Contudo, a perspectiva é de que a recuperação da atividade econômica global seja lenta. Não se antevê uma elevação de demanda capaz de sustentar um aumento mais significativo e sustentado do preço internacional do petróleo. Diante da debilidade da atividade econômica no Brasil e das restrições à circulação ainda presentes, os preços dos derivados de petróleo e dos biocombustíveis estão e deverão seguir em patamar baixo. Entre março (início das restrições) e abril, segundo o IPCA/IBGE, a gasolina acumulou queda de -10,9%, o diesel, de -8,5%, e o etanol, de -15,9%.

Por fim, merecem destaque as alterações, promovidas pelos respectivos órgãos reguladores, de diversos preços monitorados pelo poder público. Nos casos da taxa de água e esgoto e da energia elétrica residencial, reajustes programados para 2020 foram postergados ou mesmo anulados, a fim de aliviar os orçamentos das famílias, sobretudo das menos abastadas. Muitos reajustes em energia ficaram para julho, sem contar que o sobrepreço representado pelas bandeiras tarifárias não está presente: ainda estamos em bandeira verde (sem cobrança extra), quando o mais comum em meses de maio é a bandeira amarela.

Mais recentemente, em 18 de maio, o governo publicou decreto que regulamenta a MP 950/2020, um socorro que pode chegar a R$ 14 bilhões para evitar um rombo no caixa das distribuidoras em razão da isenção de pagamento para consumo até 220 kWh/mês concedida aos consumidores beneficiários da tarifa social.

Outro conjunto de preços monitorados, o de produtos farmacêuticos, teve seu reajuste anual, que normalmente é autorizado pela CMED ao final de março, postergado para junho. Ainda nessa seara, recomendou-se aos planos de saúde que posterguem seus reajustes anuais, previstos para o período de maio a julho, para outubro.

Tudo isso aponta para uma queda dos preços no varejo (IPCA) no acumulado de abril a junho de 2020. Um trimestre de deflação é um evento raro no histórico deste índice de preços (a última ocasião foi no 3º trimestre de 1998).
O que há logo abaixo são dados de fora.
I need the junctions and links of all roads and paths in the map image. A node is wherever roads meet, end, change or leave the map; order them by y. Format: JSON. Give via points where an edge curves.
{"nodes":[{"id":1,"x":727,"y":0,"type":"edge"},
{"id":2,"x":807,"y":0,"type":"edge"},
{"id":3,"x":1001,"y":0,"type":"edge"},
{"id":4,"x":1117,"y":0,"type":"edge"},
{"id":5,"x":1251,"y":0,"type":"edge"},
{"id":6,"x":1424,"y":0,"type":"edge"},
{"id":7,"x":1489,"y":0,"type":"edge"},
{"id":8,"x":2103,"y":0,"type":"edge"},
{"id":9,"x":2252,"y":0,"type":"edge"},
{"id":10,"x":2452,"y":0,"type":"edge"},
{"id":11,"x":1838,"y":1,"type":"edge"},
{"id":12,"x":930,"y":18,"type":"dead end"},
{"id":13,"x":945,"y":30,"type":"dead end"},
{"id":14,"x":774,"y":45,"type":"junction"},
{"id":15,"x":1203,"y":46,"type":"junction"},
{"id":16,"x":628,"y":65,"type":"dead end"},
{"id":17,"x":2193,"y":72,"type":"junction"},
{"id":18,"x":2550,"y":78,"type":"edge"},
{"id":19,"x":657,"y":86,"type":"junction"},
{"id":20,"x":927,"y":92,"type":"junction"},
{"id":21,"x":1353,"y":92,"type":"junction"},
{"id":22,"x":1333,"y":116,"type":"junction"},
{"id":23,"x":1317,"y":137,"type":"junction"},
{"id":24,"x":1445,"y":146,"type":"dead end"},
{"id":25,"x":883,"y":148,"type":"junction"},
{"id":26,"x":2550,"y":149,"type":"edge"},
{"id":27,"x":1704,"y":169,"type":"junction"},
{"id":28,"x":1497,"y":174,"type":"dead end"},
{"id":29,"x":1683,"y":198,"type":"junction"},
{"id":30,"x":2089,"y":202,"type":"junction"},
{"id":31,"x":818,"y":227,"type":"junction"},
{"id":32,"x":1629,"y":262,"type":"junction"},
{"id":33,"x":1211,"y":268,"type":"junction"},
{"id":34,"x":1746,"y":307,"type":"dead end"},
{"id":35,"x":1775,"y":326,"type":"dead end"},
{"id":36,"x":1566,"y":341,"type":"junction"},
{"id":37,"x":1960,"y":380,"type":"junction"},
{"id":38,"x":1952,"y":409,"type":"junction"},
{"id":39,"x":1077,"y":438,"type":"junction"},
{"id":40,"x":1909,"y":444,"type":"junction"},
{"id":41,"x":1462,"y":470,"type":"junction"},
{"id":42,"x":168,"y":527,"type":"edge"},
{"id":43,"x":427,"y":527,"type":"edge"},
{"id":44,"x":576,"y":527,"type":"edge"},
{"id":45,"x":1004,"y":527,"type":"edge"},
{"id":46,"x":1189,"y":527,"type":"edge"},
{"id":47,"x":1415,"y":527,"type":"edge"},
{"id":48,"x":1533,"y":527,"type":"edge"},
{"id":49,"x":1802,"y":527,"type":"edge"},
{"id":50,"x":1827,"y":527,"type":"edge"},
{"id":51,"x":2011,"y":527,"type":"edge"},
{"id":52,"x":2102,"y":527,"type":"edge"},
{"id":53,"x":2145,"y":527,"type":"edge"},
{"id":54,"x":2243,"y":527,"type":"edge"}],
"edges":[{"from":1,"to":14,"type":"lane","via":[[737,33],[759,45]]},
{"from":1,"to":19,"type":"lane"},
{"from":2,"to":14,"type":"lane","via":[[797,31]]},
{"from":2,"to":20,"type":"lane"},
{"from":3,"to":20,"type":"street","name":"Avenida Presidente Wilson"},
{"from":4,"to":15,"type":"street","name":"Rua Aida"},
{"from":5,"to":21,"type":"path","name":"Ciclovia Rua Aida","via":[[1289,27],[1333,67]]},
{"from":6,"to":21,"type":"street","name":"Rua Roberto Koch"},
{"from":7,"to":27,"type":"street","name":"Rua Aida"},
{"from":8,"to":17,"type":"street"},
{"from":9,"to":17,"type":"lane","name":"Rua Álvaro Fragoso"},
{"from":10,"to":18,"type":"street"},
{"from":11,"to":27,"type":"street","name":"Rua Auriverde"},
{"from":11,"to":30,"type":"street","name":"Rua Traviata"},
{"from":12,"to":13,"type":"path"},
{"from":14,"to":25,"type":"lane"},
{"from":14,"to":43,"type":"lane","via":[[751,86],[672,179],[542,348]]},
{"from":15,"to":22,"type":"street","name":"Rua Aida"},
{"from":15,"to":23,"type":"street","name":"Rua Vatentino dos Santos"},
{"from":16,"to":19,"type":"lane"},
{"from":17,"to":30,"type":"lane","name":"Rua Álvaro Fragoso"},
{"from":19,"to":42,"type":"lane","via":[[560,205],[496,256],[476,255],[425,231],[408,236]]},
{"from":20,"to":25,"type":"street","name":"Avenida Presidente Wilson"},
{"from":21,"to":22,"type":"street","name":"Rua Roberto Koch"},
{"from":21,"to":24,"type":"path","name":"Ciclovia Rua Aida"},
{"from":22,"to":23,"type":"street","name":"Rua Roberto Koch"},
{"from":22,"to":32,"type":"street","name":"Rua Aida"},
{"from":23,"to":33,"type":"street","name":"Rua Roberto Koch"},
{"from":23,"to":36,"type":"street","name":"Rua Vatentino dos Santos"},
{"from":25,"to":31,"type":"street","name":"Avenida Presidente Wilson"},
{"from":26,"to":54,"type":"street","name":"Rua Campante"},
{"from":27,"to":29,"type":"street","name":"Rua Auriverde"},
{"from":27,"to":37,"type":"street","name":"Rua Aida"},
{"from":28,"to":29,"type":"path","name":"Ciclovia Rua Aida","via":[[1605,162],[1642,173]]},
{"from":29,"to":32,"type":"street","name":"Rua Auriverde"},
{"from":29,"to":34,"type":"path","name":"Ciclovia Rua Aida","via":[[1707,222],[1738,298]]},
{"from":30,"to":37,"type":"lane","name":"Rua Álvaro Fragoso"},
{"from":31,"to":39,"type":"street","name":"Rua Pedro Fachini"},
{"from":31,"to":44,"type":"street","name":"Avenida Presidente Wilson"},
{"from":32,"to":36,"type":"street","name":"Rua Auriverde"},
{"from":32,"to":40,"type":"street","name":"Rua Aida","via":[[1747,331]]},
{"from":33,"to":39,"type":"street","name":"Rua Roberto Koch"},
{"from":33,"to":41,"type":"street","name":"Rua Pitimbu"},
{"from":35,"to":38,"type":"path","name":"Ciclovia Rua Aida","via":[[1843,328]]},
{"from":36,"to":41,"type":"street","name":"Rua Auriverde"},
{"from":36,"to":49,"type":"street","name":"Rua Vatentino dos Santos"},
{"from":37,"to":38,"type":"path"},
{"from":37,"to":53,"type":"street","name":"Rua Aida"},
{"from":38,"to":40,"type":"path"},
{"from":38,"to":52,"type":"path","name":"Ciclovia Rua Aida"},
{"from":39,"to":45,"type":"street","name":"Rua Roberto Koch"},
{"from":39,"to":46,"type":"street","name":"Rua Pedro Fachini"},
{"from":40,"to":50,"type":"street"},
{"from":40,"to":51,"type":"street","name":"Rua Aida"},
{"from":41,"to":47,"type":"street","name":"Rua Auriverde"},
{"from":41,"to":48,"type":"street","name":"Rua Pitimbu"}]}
Essa moderação da inflação ao consumidor abriu espaço para a intensificação do ritmo de corte da Selic pelo BC em sua última reunião (Copom, em 06/05). Mas muito ainda precisa ser feito, e não somente via política monetária, para reanimar a atividade econômica, duramente abalada pela pandemia. E, definitivamente, as taxas de inflação de 2020 e 2021 - projetadas pela LCA em, respectivamente, 1,2% e 2,8% - não deverão ser obstáculos à adoção de medidas adicionais de estímulo à demanda.